Go through the entries, filter for the word "above", and copy every line that has it.

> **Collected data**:
▽

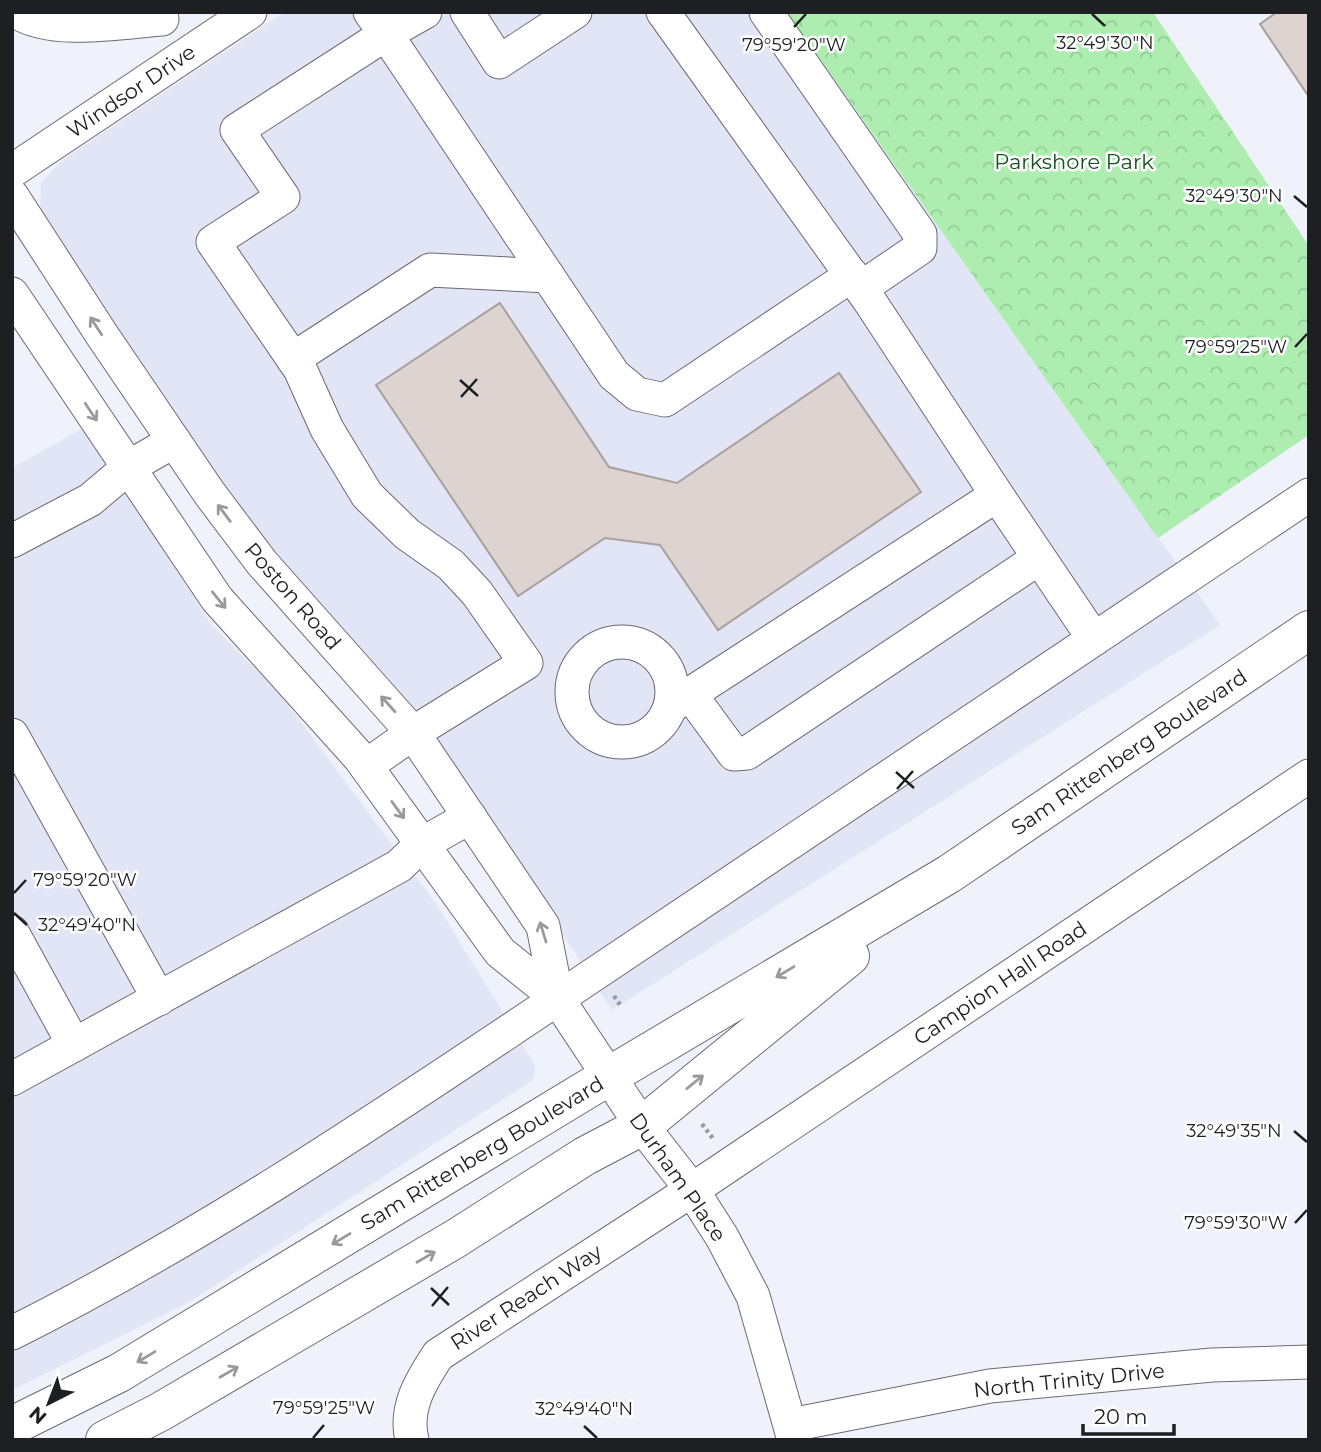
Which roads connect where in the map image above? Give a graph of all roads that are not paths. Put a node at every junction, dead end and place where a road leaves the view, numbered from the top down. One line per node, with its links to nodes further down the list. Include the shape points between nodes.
1 (17, 12): 8 (street, via 51,24)
2 (250, 12): 10 (street, Windsor Drive)
3 (425, 12): 9 (street)
4 (467, 12): 5 (street, via 499,62)
5 (575, 12)
6 (663, 12): 14 (street)
7 (766, 12): 14 (street, via 920,234 920,248)
8 (160, 16): 10 (street)
9 (378, 23): 13 (street); 16 (street, via 237,130 283,197 213,242)
10 (183, 57): 11 (street, Windsor Drive)
11 (12, 171)
12 (12, 196): 17 (street, Poston Road, one-way to 12)
13 (548, 276): 14 (street, via 614,375 637,394 665,400); 16 (street, via 430,270)
14 (856, 282): 19 (street)
15 (12, 294): 18 (street, Poston Road, one-way to 18)
16 (293, 359): 25 (street, via 366,495 407,534 452,565)
17 (174, 441): 18 (street); 28 (street, Poston Road, one-way to 17, via 262,563)
18 (129, 467): 21 (street, via 90,500); 30 (street, Poston Road, one-way to 30, via 217,599)
19 (997, 495): 22 (street); 26 (street)
20 (1309, 495): 24 (street)
21 (12, 541)
22 (1039, 558): 24 (street); 26 (street, via 747,752 734,754)
23 (1309, 630): 34 (main road, Sam Rittenberg Boulevard)
24 (1094, 639): 37 (street)
25 (526, 663): 27 (street); 28 (street)
26 (680, 700): 27 (street, via 651,733 620,742 590,730); 27 (street, via 672,691 669,674 648,649 616,642 586,657 577,670)
27 (573, 703)
28 (413, 733): 30 (street); 32 (street, Poston Road)
29 (12, 735): 36 (street)
30 (366, 766): 33 (street, Poston Road, one-way to 33)
31 (1309, 776): 42 (street, Campion Hall Road)
32 (470, 817): 33 (street); 37 (street, Poston Road, one-way to 32, via 543,926)
33 (422, 844): 36 (street, via 399,866); 37 (street, Poston Road, via 500,952)
34 (949, 874): 39 (main road, Sam Rittenberg Boulevard, one-way to 39); 41 (main road, Sam Rittenberg Boulevard, one-way to 34)
35 (12, 932): 38 (street)
36 (159, 999): 38 (street)
37 (557, 999): 39 (street, Poston Road); 43 (street, via 255,1198)
38 (74, 1045): 40 (street)
39 (608, 1076): 41 (street, Durham Place); 45 (main road, Sam Rittenberg Boulevard, one-way to 45, via 119,1373)
40 (12, 1079)
41 (642, 1126): 42 (street, Durham Place); 47 (main road, Sam Rittenberg Boulevard, one-way to 41, via 456,1239 585,1156)
42 (692, 1190): 46 (street, Durham Place, via 753,1296); 48 (street, River Reach Way, via 438,1355 419,1385 408,1424)
43 (12, 1333)
44 (1309, 1362): 46 (street, North Trinity Drive, via 990,1386)
45 (12, 1426)
46 (792, 1433)
47 (105, 1440)
48 (412, 1440)

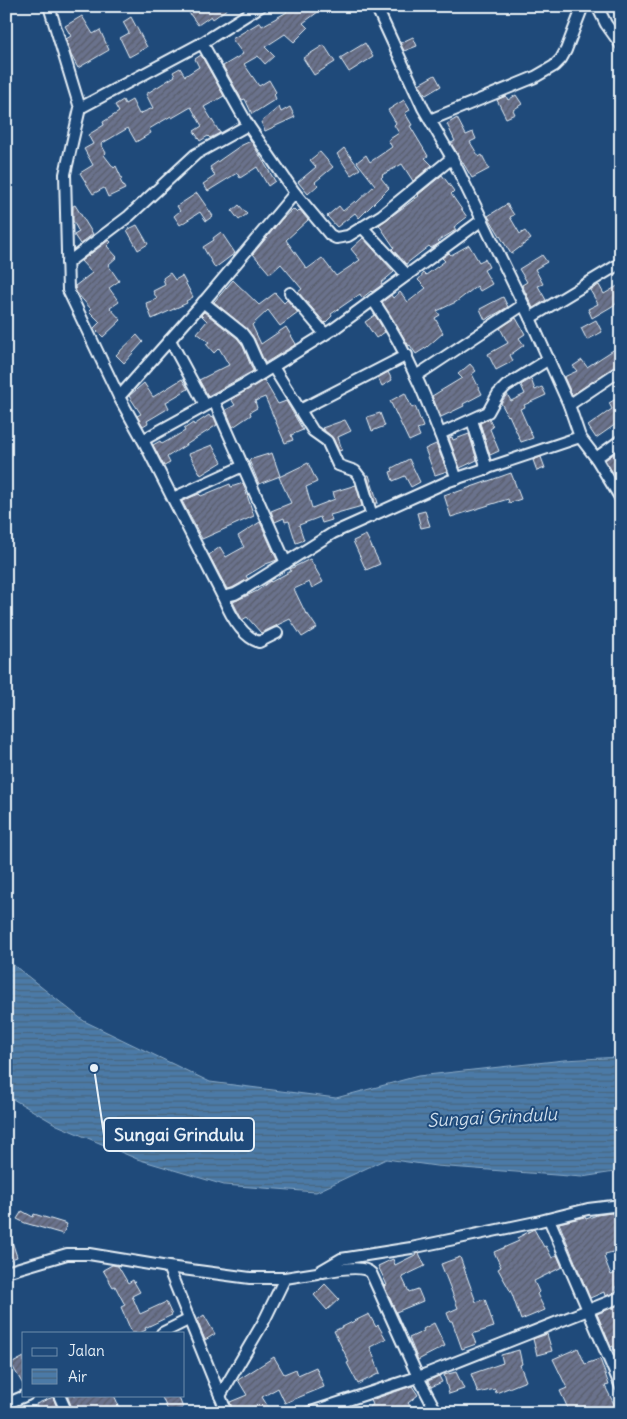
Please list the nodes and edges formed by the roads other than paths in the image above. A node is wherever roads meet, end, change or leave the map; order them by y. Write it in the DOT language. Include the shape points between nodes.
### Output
graph roads {
  1 [pos="49,6"];
  2 [pos="261,6"];
  3 [pos="582,6"];
  4 [pos="597,6"];
  5 [pos="377,7"];
  6 [pos="202,43"];
  7 [pos="621,45"];
  8 [pos="80,108"];
  9 [pos="430,120"];
  10 [pos="248,125"];
  11 [pos="452,158"];
  12 [pos="295,193"];
  13 [pos="482,220"];
  14 [pos="362,228"];
  15 [pos="67,263"];
  16 [pos="621,263"];
  17 [pos="406,275"];
  18 [pos="290,293"];
  19 [pos="373,300"];
  20 [pos="203,302"];
  21 [pos="524,305"];
  22 [pos="530,318"];
  23 [pos="325,334"];
  24 [pos="170,340"];
  25 [pos="407,355"];
  26 [pos="548,359"];
  27 [pos="273,367"];
  28 [pos="621,370"];
  29 [pos="262,374"];
  30 [pos="416,376"];
  31 [pos="119,397"];
  32 [pos="209,403"];
  33 [pos="569,405"];
  34 [pos="300,410"];
  35 [pos="472,420"];
  36 [pos="440,434"];
  37 [pos="580,437"];
  38 [pos="143,440"];
  39 [pos="621,440"];
  40 [pos="596,458"];
  41 [pos="243,466"];
  42 [pos="487,468"];
  43 [pos="457,479"];
  44 [pos="172,498"];
  45 [pos="621,499"];
  46 [pos="372,516"];
  47 [pos="286,563"];
  48 [pos="223,597"];
  49 [pos="277,633"];
  50 [pos="621,1205"];
  51 [pos="549,1219"];
  52 [pos="168,1267"];
  53 [pos="6,1272"];
  54 [pos="317,1273"];
  55 [pos="286,1278"];
  56 [pos="621,1297"];
  57 [pos="588,1310"];
  58 [pos="188,1320"];
  59 [pos="164,1332"];
  60 [pos="418,1376"];
  61 [pos="621,1387"];
  62 [pos="25,1396"];
  63 [pos="59,1396"];
  64 [pos="220,1396"];
  65 [pos="6,1404"];
  66 [pos="67,1413"];
  67 [pos="226,1413"];
  68 [pos="308,1413"];
  69 [pos="437,1413"];
  1 -- 8 [label="street"];
  2 -- 6 [label="street"];
  3 -- 9 [label="street" via="566,50 554,66"];
  4 -- 7 [label="street"];
  5 -- 9 [label="street"];
  6 -- 8 [label="street"];
  6 -- 10 [label="street"];
  8 -- 15 [label="street" via="65,174"];
  9 -- 11 [label="street"];
  10 -- 12 [label="street"];
  10 -- 15 [label="street" via="196,154 128,216"];
  11 -- 13 [label="street"];
  11 -- 14 [label="street"];
  12 -- 14 [label="street" via="330,235 342,238"];
  12 -- 20 [label="street"];
  13 -- 17 [label="street"];
  13 -- 21 [label="street"];
  14 -- 17 [label="street"];
  15 -- 31 [label="street" via="68,290"];
  16 -- 22 [label="street"];
  17 -- 19 [label="street"];
  18 -- 23 [label="street"];
  19 -- 23 [label="street"];
  19 -- 25 [label="street"];
  20 -- 24 [label="street"];
  20 -- 29 [label="street" via="242,333"];
  21 -- 22 [label="street"];
  21 -- 30 [label="street"];
  22 -- 26 [label="street"];
  23 -- 27 [label="street"];
  24 -- 31 [label="street"];
  24 -- 32 [label="street"];
  25 -- 30 [label="street"];
  25 -- 34 [label="street"];
  26 -- 33 [label="street"];
  26 -- 35 [label="street" via="506,386 488,412"];
  27 -- 29 [label="street"];
  27 -- 34 [label="street"];
  28 -- 33 [label="street"];
  29 -- 32 [label="street"];
  30 -- 36 [label="street"];
  31 -- 38 [label="street"];
  32 -- 38 [label="street"];
  32 -- 41 [label="street"];
  33 -- 37 [label="street"];
  34 -- 46 [label="street" via="313,431 327,441 338,465 355,471 362,479"];
  35 -- 36 [label="street"];
  35 -- 42 [label="street"];
  36 -- 43 [label="street"];
  37 -- 40 [label="street"];
  37 -- 42 [label="street"];
  38 -- 44 [label="street"];
  39 -- 40 [label="street"];
  40 -- 45 [label="street"];
  41 -- 44 [label="street"];
  41 -- 47 [label="street"];
  42 -- 43 [label="street"];
  43 -- 46 [label="street"];
  44 -- 48 [label="street"];
  46 -- 47 [label="street" via="332,533"];
  47 -- 48 [label="street" via="235,594"];
  48 -- 49 [label="street" via="230,615 255,641"];
  50 -- 51 [label="street"];
  51 -- 54 [label="street" via="412,1248 341,1259"];
  51 -- 57 [label="street"];
  52 -- 53 [label="street" via="89,1254 67,1254"];
  52 -- 55 [label="street" via="250,1278"];
  52 -- 58 [label="street"];
  54 -- 55 [label="street"];
  54 -- 60 [label="street" via="368,1270"];
  55 -- 64 [label="street"];
  56 -- 57 [label="street"];
  57 -- 60 [label="street"];
  57 -- 61 [label="street"];
  58 -- 59 [label="street"];
  58 -- 64 [label="street"];
  60 -- 68 [label="street"];
  60 -- 69 [label="street"];
  62 -- 65 [label="street"];
  63 -- 66 [label="street"];
  64 -- 67 [label="street"];
}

△

> **ANSWER SECTION**:
Which roads connect where in the map image above? Give a graph of all roads that are not paths. Put a node at every junction, dead end and place where a road leaves the view, numbered from the top down. One line per node, with its links to nodes further down the list. Include the shape points between nodes.
Please list the nodes and edges formed by the roads other than paths in the image above. A node is wherever roads meet, end, change or leave the map; order them by y. Write it in the DOT language. Include the shape points between nodes.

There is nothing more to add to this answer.